Di sisi lain, TikTok telah menjadi salah satu platform media sosial paling terkenal di AS, terutama di kalangan anak muda. Banyak dari mereka yang menggunakan TikTok untuk membuat video pendek yang menghibur, sekaligus memanfaatkan platform ini untuk berbagai tujuan bisnis, terutama untuk usaha kecil. Salah seorang pengguna TikTok, Lourd Asprec, yang memiliki 16,3 juta pengikut dan menghasilkan sekitar US$80.000 per tahun dari platform ini, mengungkapkan kekesalannya terhadap ancaman larangan tersebut. "Saya bahkan tidak peduli dengan pencurian data saya oleh China. Mereka bisa mengambil semua data saya. Jika perlu, saya akan pergi ke China sendiri dan memberikannya kepada mereka," ujar Lourd.
Dengan ancaman penutupan yang semakin dekat, beberapa pengguna mulai mencari alternatif lain seperti RedNote, meskipun aplikasi ini masih menggunakan bahasa Mandarin yang membuatnya sulit digunakan bagi sebagian orang.

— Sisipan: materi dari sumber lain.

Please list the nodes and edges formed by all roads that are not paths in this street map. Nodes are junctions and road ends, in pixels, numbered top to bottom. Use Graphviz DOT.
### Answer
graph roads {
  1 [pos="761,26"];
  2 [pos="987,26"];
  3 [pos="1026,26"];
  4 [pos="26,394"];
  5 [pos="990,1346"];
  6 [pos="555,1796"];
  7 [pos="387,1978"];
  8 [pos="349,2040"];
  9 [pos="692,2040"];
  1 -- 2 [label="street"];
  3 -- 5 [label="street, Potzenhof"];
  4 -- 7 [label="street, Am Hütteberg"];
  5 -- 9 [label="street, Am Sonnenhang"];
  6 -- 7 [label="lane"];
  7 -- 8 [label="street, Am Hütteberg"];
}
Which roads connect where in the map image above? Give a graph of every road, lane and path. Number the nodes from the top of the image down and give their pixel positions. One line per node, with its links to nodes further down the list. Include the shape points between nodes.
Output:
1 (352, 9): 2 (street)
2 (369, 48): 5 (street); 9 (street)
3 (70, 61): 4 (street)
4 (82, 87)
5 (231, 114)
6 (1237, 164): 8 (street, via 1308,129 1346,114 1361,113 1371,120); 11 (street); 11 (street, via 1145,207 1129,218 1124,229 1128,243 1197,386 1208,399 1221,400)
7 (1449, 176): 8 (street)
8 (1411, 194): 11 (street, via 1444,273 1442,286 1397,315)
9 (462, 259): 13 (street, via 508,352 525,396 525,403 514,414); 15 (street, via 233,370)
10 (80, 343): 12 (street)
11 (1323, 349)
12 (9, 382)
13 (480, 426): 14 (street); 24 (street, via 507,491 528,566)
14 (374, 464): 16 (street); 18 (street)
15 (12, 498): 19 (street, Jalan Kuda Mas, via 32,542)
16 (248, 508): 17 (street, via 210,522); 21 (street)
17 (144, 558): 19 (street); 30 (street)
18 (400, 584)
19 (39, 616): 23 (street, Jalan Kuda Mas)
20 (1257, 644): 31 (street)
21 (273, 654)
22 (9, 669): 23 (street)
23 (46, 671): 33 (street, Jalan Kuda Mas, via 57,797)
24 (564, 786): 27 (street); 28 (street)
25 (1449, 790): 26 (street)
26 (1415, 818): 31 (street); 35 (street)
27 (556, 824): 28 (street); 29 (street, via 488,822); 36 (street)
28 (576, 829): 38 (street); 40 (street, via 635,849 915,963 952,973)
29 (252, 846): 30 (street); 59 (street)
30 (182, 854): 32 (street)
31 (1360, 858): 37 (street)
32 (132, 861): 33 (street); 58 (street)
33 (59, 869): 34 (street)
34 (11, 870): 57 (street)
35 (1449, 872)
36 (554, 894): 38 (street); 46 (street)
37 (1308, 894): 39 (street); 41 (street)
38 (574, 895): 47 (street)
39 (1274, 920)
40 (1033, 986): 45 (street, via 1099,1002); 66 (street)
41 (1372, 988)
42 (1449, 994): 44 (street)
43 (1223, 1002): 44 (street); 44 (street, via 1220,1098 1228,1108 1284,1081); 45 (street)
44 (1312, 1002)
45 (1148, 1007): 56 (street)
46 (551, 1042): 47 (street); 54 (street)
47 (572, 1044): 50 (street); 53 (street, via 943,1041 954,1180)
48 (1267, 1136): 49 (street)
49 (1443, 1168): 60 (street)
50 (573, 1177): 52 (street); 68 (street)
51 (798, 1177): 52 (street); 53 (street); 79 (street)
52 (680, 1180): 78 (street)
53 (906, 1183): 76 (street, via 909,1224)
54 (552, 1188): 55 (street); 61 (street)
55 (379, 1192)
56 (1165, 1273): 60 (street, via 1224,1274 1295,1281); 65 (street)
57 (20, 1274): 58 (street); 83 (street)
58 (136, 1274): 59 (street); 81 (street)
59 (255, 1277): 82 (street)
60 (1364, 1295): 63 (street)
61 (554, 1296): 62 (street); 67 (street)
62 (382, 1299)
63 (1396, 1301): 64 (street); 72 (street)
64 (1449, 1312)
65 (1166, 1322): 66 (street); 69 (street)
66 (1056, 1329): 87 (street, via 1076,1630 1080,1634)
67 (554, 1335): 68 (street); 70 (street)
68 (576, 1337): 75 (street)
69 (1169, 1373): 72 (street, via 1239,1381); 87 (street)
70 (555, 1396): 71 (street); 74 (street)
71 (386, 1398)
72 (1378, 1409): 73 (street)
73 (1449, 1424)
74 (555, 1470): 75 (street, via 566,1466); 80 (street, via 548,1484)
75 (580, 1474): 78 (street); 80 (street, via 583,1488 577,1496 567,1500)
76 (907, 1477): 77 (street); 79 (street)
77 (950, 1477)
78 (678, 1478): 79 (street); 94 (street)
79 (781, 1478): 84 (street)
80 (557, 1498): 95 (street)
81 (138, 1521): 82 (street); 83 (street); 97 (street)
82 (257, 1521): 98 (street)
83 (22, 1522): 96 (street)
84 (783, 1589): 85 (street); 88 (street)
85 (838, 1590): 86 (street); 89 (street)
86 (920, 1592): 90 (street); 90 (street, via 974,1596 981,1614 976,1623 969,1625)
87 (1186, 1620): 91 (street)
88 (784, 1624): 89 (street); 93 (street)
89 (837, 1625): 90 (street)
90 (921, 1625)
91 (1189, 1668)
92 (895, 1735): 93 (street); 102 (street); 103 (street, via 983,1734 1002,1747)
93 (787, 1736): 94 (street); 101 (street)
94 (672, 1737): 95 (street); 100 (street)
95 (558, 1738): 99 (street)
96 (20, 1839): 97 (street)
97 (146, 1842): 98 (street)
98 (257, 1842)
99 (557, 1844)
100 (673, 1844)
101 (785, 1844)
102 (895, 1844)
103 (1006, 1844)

Di tengah ketidakpastian ini, nasib TikTok kini berada di tangan Presiden terpilih Donald Trump, yang mengisyaratkan akan mempertimbangkan langkah-langkah untuk mempertahankan keberadaan TikTok di AS. Trump sebelumnya juga mencoba melarang TikTok pada tahun 2020, namun upayanya gagal.
Pemerintah AS, melalui Gedung Putih, telah menegaskan bahwa TikTok bisa tetap beroperasi di AS jika perusahaan tersebut melepaskan kendali dari China. Pada tanggal 17 Januari, Gedung Putih menyatakan bahwa Presiden Biden tidak akan mengambil tindakan apa pun untuk menyelamatkan TikTok. Biden bahkan belum mengajukan penundaan 90 hari yang diizinkan oleh hukum untuk memberikan kesempatan lebih banyak bagi platform ini untuk beradaptasi.
Undang-undang yang diberlakukan ini tidak hanya melarang TikTok tetapi juga aplikasi lain yang dikuasai oleh negara yang dianggap sebagai "musuh asing." Termasuk di dalamnya adalah larangan untuk menawarkan aplikasi ini melalui toko aplikasi seperti Apple dan Google. Seiring dengan ini, Google dan Apple tidak memberikan komentar mengenai masalah ini, sementara Oracle, salah satu perusahaan teknologi besar, juga tidak memberikan tanggapan.
Situasi ini tentunya membuat banyak orang bertanya-tanya mengenai masa depan TikTok di AS. Akankah TikTok dapat bertahan ataukah platform ini akan benar-benar ditutup di AS? Hanya waktu yang akan menjawab.